In his annual address to the university, Professor Andrew Hamilton said: “Whenever I travel in the world, particularly in China and India, one question persists. Why has the UK adopted a visa system so hostile to student entry?

“I do my best to answer but, frankly, the question baffles me as well. For the first time in decades, the number of international students at our universities has dropped, most markedly from India. Why are we doing this to them – and to ourselves?”

Professor Hamilton said the Government’s stance was having a harmful effect on the UK’s interests but said he had “limited expectation” that a real debate on higher education “as opposed to vainglorious point-scoring on past crimes and misdemeanours" would be on the agenda in the run-up to next year’s election.

“That’s sad,” he added, “because it is exactly the sort of issue on which a real effort to find a new meaningful consensus between the parties would be of immense benefit – benefit, of course, to the students and to the universities of the future.”

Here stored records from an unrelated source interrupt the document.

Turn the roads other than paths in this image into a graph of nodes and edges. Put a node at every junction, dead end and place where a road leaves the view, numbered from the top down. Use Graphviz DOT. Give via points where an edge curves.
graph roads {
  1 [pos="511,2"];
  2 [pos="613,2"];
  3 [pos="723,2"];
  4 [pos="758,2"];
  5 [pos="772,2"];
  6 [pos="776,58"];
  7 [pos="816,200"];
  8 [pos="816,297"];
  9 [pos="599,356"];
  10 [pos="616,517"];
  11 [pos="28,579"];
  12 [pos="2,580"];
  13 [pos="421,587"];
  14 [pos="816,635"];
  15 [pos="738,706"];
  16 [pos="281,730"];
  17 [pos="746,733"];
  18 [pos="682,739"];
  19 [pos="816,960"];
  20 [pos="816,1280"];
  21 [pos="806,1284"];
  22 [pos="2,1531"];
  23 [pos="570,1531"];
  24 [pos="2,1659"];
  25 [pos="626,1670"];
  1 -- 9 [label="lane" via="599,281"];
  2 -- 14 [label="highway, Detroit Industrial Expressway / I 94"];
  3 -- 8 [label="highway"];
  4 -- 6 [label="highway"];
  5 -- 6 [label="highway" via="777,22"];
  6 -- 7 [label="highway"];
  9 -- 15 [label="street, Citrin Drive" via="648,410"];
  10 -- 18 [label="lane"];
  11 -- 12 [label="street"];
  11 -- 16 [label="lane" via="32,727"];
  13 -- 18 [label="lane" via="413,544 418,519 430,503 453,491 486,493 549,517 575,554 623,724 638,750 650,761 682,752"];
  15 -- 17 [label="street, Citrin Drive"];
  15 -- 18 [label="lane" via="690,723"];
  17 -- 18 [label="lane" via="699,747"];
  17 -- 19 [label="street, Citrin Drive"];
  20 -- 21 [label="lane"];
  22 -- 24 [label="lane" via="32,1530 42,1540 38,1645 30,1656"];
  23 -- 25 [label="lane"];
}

Professor Hamilton’s comments came on the same day as Nobel prizewinner John O’Keefe, a professor of neuroscience at University College London, voiced his concerns over the possible impact of Government immigration policy on scientific research in the UK.

Professor O’Keefe, who won the Nobel Prize in medicine on Monday, said: “The immigration rules are a very, very large obstacle [to recruiting scientists]. We should be thinking hard about making Britain a more welcoming place.”

In his address, Professor Hamilton also spoke out about why Oxford was against supporting the Government’s plea for its to sponsor an academy, saying: “We believe that our education expertise should be available to children across our city, regardless of ability or background.

“For all its success, this is not something the academy model can deliver. For that reason, there is no Oxford Academy.”

Instead, he said that the university was supporting a partnership with 11 state schools in the city linking its trainee teachers with local secondary schools in a scheme which “promotes collaboration among schools rather than competition between them”.